§ **WORK TASK**:
The answer must be every line from the entries below that contains "leave".

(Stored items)

▶

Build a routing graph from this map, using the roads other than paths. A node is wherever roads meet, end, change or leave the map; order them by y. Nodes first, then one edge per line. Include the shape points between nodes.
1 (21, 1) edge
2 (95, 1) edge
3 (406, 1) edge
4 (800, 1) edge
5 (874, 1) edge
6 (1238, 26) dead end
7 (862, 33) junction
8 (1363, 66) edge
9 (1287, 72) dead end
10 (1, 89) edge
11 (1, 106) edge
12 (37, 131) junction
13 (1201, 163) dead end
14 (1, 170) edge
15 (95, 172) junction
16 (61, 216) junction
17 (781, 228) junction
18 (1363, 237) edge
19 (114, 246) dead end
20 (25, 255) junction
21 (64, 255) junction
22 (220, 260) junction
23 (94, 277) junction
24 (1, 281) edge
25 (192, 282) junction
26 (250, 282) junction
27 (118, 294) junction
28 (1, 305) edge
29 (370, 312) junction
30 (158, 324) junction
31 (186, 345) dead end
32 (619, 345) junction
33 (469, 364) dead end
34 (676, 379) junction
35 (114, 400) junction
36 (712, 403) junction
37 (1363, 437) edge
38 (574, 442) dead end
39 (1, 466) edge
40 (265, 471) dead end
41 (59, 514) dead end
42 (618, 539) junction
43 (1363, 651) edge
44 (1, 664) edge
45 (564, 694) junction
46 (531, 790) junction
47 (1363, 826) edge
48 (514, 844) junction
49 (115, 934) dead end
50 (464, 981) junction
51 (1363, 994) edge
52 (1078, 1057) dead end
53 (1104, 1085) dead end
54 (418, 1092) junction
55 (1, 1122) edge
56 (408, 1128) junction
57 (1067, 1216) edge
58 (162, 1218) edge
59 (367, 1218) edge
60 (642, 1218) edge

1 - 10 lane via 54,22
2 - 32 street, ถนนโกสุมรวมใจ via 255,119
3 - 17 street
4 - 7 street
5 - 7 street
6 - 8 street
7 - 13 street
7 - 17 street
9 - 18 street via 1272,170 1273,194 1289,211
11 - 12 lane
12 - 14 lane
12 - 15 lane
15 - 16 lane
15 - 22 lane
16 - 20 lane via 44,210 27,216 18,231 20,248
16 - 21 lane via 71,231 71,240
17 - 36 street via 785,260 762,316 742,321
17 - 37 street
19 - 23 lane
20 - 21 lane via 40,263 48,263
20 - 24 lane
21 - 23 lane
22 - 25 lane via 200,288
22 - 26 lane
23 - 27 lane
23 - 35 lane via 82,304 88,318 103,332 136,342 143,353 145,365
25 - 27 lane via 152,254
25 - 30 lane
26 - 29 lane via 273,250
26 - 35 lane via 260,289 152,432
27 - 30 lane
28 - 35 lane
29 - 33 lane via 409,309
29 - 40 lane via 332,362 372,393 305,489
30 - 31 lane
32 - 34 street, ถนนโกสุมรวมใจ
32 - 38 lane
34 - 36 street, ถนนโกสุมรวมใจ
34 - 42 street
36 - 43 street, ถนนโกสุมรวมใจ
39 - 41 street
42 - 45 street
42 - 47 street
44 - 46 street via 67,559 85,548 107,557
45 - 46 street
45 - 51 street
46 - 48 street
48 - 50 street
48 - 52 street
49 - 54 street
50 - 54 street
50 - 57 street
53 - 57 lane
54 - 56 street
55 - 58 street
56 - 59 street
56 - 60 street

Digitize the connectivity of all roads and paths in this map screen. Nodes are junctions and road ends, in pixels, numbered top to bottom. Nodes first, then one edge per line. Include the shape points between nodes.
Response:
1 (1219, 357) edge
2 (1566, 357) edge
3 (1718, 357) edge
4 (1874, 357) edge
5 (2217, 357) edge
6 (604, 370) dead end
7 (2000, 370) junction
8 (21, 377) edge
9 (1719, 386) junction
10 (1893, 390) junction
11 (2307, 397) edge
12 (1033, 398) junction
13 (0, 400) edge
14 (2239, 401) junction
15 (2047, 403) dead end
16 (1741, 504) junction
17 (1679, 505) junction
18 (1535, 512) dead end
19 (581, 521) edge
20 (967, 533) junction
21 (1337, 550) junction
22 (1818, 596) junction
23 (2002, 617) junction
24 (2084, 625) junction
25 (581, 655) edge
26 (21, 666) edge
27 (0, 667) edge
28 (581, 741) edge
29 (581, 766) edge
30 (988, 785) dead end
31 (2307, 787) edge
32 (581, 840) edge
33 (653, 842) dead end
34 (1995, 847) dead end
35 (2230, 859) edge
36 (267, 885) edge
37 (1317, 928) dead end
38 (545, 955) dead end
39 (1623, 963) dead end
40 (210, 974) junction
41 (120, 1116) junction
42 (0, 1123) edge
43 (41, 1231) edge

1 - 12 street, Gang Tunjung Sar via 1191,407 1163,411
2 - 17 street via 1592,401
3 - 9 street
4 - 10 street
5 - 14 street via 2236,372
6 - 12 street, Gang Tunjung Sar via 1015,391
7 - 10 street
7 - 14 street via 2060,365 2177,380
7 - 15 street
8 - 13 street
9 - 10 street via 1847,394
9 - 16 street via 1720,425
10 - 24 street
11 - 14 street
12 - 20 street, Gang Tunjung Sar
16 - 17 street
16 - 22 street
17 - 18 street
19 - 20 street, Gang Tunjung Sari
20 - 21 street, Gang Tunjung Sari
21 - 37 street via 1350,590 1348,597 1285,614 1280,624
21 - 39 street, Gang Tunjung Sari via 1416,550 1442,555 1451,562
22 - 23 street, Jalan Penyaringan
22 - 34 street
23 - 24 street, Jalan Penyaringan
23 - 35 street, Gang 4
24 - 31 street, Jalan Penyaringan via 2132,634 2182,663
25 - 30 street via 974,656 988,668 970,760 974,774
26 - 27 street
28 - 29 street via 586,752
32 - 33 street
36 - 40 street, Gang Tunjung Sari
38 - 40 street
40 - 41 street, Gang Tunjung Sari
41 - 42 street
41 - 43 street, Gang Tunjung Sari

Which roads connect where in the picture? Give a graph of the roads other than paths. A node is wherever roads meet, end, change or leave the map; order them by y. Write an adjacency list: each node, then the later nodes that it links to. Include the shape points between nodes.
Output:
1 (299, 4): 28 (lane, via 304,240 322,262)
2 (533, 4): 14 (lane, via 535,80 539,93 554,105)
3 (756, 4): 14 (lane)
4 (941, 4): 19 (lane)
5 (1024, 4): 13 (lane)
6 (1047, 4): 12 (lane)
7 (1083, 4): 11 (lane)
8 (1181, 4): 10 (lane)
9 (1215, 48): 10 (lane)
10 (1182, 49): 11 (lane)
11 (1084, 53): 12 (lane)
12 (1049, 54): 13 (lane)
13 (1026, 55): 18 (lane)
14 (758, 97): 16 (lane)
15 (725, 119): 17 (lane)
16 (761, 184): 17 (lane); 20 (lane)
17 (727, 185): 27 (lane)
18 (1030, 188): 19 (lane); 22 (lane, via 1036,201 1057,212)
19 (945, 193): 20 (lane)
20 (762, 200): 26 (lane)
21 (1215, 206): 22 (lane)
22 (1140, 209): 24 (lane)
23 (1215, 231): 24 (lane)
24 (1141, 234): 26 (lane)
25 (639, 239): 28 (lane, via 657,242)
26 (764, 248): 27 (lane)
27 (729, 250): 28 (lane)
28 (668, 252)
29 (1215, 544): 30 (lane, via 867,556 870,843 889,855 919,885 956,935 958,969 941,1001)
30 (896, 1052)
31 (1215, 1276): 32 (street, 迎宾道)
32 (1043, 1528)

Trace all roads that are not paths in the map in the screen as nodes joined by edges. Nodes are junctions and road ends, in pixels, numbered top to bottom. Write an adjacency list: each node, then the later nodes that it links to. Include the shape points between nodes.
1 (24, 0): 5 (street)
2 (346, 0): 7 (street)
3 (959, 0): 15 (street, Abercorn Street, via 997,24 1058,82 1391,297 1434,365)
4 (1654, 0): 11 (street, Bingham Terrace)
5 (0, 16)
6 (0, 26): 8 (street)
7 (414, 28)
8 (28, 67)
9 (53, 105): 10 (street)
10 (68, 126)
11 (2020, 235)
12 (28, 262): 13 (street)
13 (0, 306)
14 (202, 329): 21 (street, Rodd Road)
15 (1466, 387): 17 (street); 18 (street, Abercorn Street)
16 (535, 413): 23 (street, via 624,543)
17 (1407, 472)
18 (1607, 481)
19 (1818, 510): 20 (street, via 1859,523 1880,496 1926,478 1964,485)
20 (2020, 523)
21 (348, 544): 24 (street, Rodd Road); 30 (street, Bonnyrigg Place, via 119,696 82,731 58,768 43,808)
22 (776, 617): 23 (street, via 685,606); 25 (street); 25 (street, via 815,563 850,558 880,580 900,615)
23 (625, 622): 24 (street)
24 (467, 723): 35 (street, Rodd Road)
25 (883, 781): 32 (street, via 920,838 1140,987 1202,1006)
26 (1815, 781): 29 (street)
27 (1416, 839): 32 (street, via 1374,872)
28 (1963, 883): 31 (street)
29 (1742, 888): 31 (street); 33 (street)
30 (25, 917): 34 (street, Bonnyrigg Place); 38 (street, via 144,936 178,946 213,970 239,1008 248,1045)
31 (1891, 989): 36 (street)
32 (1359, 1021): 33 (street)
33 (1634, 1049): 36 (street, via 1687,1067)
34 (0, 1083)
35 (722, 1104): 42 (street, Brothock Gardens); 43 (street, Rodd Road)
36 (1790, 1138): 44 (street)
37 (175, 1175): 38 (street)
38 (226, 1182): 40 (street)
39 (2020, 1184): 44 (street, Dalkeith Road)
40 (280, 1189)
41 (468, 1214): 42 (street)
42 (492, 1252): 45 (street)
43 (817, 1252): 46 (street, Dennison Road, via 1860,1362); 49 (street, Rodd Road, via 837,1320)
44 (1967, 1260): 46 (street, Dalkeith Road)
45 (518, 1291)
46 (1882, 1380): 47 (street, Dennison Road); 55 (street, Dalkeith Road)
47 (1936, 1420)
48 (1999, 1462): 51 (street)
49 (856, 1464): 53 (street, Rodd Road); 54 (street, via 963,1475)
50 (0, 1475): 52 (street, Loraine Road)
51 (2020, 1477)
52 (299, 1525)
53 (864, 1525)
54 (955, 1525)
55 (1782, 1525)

◀

§ **RESULT BELOW**:
Build a routing graph from this map, using the roads other than paths. A node is wherever roads meet, end, change or leave the map; order them by y. Nodes first, then one edge per line. Include the shape points between nodes.
Which roads connect where in the picture? Give a graph of the roads other than paths. A node is wherever roads meet, end, change or leave the map; order them by y. Write an adjacency list: each node, then the later nodes that it links to. Include the shape points between nodes.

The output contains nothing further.